===== Data
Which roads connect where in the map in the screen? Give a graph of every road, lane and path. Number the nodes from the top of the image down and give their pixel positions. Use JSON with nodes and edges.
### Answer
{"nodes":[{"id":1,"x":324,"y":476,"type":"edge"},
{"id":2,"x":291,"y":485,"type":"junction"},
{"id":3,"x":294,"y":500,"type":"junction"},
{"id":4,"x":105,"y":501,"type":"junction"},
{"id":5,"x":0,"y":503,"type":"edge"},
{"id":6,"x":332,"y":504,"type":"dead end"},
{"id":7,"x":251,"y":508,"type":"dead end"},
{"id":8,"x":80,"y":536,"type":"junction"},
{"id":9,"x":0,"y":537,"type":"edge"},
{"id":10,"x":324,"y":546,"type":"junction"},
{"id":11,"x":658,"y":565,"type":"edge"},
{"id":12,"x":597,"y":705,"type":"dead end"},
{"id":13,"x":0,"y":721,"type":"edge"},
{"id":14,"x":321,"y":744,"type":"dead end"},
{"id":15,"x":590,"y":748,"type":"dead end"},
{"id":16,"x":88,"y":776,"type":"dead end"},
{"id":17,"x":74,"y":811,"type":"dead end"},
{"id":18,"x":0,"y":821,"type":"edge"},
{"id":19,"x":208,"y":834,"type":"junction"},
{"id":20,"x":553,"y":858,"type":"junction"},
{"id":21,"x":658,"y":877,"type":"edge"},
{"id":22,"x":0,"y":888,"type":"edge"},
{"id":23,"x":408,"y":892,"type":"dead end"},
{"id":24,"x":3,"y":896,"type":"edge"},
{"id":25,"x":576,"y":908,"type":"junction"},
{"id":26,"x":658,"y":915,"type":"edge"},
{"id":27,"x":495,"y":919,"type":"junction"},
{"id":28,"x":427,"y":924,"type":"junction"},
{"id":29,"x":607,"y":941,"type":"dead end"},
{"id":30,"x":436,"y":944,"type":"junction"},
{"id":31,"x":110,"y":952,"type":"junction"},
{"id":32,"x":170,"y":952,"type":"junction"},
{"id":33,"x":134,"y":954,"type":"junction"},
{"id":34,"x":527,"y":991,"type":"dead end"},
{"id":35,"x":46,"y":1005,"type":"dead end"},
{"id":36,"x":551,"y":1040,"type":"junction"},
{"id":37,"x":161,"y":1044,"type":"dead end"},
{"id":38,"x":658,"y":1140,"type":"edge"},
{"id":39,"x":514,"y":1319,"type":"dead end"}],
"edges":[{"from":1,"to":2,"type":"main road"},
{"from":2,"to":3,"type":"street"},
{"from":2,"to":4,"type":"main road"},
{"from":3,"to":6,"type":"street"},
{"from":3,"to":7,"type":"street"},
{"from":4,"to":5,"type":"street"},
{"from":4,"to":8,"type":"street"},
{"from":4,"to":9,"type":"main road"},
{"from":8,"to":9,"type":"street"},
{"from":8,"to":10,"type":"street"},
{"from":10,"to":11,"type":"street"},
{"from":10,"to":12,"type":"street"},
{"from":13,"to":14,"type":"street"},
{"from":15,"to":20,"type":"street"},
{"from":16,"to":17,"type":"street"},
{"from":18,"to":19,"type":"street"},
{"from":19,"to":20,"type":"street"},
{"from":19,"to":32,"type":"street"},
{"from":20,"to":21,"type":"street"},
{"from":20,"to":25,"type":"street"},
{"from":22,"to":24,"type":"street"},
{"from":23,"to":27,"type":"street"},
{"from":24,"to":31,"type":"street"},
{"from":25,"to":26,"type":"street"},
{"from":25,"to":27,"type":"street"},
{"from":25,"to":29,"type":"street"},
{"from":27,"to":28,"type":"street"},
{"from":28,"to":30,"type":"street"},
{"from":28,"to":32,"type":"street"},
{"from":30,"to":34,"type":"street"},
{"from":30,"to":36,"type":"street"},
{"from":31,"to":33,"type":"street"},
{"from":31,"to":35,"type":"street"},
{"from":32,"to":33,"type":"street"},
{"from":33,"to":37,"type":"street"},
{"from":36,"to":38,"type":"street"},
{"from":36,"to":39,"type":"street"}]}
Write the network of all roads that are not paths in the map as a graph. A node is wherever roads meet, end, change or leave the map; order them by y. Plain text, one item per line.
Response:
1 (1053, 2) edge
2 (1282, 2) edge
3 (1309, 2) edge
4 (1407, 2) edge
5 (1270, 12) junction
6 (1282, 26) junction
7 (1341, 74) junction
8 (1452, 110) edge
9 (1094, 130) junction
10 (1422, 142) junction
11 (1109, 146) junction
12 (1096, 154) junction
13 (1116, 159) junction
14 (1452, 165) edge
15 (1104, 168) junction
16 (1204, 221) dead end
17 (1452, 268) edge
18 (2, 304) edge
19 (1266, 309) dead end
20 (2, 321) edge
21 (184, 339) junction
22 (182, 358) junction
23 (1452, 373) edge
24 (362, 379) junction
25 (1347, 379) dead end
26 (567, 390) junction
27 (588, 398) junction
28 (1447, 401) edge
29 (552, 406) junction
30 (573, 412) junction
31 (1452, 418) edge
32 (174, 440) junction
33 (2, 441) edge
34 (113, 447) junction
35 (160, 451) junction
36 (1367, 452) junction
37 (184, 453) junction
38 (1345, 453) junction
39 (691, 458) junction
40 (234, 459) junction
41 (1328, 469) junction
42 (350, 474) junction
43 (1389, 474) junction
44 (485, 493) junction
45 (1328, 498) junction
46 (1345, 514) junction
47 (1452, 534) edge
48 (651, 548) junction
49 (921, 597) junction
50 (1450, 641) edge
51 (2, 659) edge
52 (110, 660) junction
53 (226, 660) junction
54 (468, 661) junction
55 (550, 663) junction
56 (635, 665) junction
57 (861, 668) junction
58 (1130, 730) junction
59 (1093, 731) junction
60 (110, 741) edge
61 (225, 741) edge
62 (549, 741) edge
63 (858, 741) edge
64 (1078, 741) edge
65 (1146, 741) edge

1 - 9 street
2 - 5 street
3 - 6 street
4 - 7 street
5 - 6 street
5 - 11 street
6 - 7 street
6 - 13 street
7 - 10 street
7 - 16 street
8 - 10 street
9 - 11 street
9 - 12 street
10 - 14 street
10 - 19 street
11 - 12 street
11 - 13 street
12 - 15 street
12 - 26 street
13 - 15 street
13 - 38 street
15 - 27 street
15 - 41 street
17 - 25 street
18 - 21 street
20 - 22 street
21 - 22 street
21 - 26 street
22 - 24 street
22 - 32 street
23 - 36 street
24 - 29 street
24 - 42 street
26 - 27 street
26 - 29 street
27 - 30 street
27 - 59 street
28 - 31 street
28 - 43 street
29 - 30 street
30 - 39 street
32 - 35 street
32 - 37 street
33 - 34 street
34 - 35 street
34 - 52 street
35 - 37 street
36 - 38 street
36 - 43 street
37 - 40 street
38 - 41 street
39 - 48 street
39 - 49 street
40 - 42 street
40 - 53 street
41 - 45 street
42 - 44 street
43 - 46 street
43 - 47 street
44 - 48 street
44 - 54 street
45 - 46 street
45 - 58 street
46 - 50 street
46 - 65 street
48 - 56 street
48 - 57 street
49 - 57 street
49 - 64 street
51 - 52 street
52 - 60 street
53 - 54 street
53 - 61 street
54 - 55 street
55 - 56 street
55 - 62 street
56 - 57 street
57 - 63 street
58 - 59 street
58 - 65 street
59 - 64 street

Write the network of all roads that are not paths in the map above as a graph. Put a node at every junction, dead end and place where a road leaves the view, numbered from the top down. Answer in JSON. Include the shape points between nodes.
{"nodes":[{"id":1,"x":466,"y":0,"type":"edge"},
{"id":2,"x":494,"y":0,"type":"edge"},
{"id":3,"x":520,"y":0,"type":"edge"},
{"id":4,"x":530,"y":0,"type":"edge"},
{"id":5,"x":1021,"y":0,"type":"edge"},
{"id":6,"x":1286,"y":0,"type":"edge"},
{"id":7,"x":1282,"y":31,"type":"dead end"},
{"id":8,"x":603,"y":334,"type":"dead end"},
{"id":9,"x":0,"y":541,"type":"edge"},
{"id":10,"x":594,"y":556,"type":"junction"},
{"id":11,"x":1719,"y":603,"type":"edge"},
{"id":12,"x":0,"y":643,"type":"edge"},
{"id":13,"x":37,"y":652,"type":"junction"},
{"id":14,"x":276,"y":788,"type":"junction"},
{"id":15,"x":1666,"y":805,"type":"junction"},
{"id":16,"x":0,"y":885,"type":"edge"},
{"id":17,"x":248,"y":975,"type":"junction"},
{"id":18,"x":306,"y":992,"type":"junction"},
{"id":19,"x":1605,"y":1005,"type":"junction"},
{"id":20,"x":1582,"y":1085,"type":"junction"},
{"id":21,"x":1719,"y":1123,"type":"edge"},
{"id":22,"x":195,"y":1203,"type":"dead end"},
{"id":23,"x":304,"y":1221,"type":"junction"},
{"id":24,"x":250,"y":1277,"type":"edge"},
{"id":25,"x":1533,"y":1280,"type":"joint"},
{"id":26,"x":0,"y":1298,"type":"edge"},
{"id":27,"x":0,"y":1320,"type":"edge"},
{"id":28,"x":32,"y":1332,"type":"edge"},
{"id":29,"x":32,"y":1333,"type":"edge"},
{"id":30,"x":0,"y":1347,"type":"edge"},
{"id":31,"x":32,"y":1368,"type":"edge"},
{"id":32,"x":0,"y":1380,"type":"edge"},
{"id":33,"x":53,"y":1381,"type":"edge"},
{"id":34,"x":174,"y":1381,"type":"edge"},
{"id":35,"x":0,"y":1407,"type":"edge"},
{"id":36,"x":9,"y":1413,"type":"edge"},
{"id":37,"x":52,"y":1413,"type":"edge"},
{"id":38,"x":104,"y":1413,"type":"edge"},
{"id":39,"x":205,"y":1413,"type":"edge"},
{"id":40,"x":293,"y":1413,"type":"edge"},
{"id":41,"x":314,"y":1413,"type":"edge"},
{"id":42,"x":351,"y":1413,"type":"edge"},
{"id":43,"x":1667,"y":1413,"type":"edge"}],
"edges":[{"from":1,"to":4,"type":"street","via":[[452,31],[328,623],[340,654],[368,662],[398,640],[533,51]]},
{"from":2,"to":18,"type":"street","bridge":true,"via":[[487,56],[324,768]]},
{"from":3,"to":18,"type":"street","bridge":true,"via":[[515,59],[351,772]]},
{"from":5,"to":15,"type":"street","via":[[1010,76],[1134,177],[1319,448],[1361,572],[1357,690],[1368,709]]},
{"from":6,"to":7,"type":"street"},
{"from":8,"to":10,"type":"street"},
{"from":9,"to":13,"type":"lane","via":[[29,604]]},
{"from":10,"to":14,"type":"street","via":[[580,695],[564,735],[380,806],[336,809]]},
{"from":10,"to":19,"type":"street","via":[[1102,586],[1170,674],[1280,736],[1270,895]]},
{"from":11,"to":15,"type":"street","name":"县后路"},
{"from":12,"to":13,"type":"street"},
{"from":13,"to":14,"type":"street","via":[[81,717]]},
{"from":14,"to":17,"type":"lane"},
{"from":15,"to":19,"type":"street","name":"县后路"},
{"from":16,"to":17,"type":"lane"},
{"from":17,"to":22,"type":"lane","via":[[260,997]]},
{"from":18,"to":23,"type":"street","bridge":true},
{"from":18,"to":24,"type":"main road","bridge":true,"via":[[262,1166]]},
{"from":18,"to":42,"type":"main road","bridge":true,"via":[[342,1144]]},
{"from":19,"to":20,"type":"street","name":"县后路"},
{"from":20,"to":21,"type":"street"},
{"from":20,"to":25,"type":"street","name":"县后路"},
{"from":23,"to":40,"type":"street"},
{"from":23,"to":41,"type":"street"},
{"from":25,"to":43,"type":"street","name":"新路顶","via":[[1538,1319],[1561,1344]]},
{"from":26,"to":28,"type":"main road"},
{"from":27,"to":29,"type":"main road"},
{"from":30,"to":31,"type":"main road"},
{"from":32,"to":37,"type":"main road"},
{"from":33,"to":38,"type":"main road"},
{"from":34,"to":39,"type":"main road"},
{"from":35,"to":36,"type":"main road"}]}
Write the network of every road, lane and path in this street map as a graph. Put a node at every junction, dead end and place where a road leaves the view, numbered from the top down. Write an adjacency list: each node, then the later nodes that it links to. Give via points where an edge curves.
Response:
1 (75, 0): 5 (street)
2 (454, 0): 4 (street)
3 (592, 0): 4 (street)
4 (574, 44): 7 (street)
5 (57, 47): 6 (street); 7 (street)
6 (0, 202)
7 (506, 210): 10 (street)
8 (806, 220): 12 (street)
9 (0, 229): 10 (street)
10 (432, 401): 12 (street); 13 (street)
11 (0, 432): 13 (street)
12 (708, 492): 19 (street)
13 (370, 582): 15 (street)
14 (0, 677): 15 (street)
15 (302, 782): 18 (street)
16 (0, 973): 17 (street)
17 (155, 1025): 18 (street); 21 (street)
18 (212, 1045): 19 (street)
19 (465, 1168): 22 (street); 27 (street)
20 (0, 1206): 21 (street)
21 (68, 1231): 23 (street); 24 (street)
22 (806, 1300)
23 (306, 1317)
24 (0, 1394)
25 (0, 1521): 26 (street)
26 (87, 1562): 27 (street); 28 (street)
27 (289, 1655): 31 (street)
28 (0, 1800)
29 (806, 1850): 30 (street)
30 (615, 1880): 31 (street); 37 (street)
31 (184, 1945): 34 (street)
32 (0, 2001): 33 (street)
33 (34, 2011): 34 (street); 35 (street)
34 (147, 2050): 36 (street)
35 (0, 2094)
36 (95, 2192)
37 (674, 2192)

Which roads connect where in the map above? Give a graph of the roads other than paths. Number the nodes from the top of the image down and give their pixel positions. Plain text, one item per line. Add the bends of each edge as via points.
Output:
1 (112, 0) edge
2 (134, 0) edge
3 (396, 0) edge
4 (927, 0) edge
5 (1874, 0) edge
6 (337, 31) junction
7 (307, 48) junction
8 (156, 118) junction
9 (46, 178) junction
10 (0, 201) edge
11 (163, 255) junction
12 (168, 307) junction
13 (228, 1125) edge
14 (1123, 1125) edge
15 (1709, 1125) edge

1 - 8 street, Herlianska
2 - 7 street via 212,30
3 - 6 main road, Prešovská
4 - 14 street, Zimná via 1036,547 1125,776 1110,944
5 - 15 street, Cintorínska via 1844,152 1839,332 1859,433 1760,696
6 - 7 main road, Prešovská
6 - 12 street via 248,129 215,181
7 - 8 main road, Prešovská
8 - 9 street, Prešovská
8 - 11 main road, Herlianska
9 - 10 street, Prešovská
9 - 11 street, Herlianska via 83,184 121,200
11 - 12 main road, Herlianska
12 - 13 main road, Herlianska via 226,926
==========
How many lines of the data above include the word "name"? Only that number should be returned.

Finished task | 5